Deportation actions focus on individuals with criminal records, those with outstanding deportation orders, and people who have overstayed visas. Deportations are not based on race or ethnicity—there is no legal criterion that allows that—and courts have upheld many of Trump’s actions as consistent with the Constitution and immigration law, provided due process is preserved.

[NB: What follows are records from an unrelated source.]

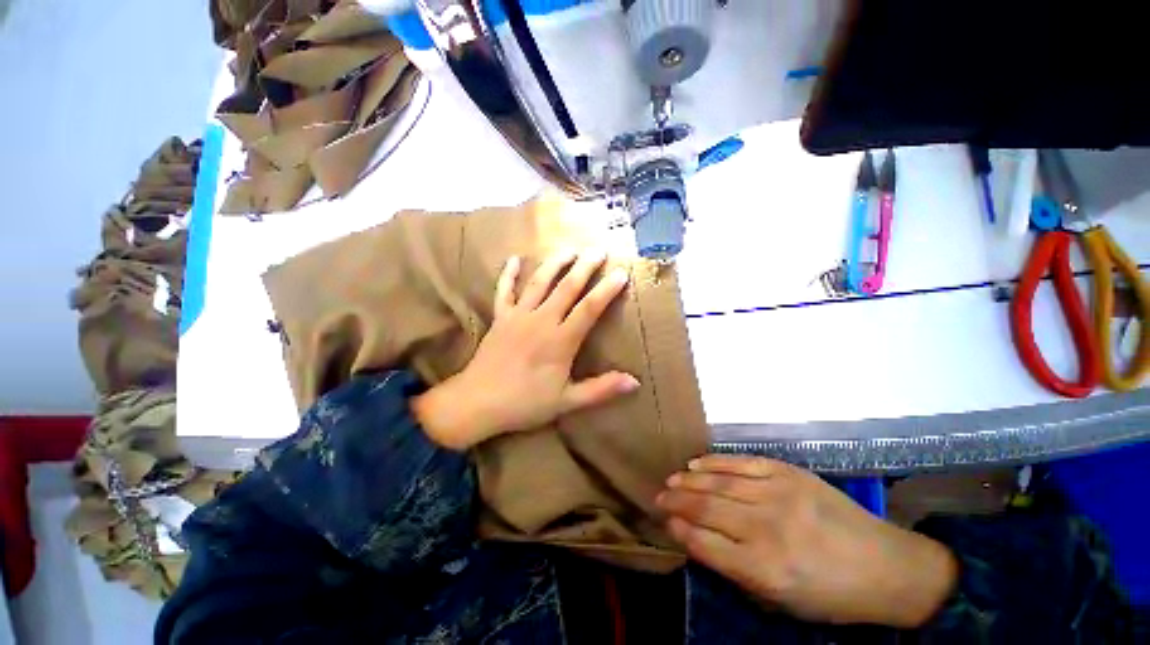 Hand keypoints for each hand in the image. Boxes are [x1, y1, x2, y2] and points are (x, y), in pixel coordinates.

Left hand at [413, 250, 639, 450]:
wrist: (476, 403)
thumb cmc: (524, 404)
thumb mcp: (567, 402)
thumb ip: (601, 389)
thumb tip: (635, 382)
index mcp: (560, 341)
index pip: (589, 309)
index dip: (606, 290)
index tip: (621, 273)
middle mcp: (541, 321)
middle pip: (567, 288)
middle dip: (585, 267)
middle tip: (599, 250)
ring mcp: (518, 316)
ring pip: (539, 283)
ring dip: (555, 264)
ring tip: (569, 249)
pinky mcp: (500, 318)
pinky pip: (504, 291)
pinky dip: (509, 274)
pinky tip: (515, 259)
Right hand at [657, 456, 958, 627]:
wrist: (886, 566)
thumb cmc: (830, 594)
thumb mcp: (781, 601)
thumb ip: (734, 570)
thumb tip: (696, 540)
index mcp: (766, 569)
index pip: (704, 544)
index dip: (679, 531)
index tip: (664, 522)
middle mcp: (767, 528)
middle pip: (706, 508)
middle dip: (675, 503)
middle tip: (657, 498)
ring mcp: (778, 494)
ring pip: (719, 482)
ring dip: (689, 481)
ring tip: (671, 480)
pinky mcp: (788, 473)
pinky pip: (741, 463)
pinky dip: (714, 462)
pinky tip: (696, 464) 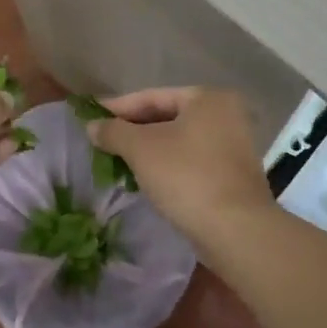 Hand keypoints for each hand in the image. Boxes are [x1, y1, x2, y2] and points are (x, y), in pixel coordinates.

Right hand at [87, 87, 273, 242]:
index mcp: (208, 98)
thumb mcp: (140, 149)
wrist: (236, 231)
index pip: (152, 96)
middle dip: (132, 131)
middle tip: (102, 141)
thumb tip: (92, 126)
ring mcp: (233, 146)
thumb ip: (113, 131)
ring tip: (117, 161)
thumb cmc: (187, 176)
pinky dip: (166, 166)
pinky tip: (145, 179)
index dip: (117, 108)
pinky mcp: (232, 175)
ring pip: (178, 141)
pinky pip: (190, 161)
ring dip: (148, 150)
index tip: (91, 117)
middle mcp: (226, 115)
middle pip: (166, 117) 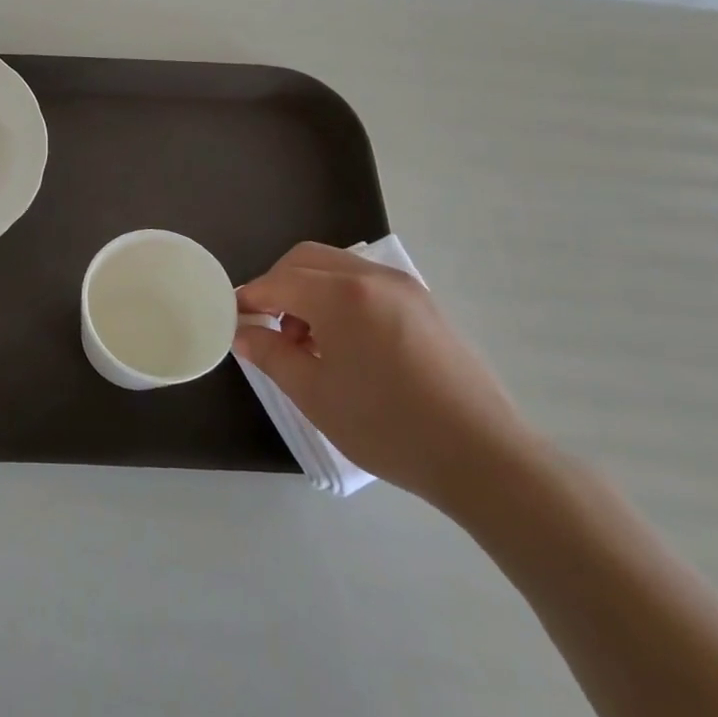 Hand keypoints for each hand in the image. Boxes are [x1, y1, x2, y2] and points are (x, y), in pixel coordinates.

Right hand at [234, 243, 539, 511]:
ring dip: (310, 289)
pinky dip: (341, 297)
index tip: (234, 321)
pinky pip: (367, 283)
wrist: (483, 456)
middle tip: (268, 326)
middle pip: (306, 259)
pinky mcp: (426, 305)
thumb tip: (244, 333)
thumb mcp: (314, 394)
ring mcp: (405, 288)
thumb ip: (270, 354)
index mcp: (341, 295)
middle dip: (278, 285)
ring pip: (338, 267)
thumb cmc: (387, 426)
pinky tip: (345, 343)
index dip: (249, 299)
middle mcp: (372, 277)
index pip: (278, 281)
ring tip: (309, 341)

The results speak for themselves. By September 2025, nearly 170,000 people had been expelled under Trump, with nearly 49,000 removal orders issued in July alone. At the border, illegal crossings have plunged to historic lows: in July, only 4,598 arrests were made at the southern border, and in May, Border Patrol reported zero releases of illegal entrants into the interior—a sharp contrast to the more than 60,000 releases in the same month under Biden. By comparison, during Biden’s presidency, CBP recorded over 7 million migrant encounters, plus estimates of more than a million additional “gotaways.”
Courts have struck down parts of Biden’s parole and asylum programs as unlawful, while in several cases the Supreme Court has permitted Trump’s enforcement measures—such as deportations under long-standing statutes and the rollback of temporary protections—subject to due process requirements.
Trump’s immigration policy is not anti-immigrant. It is pro-law, pro-security, and pro-fairness—restoring order to a system that faltered under his predecessor. The difference is simple: under Biden we had chaos; under Trump we have results.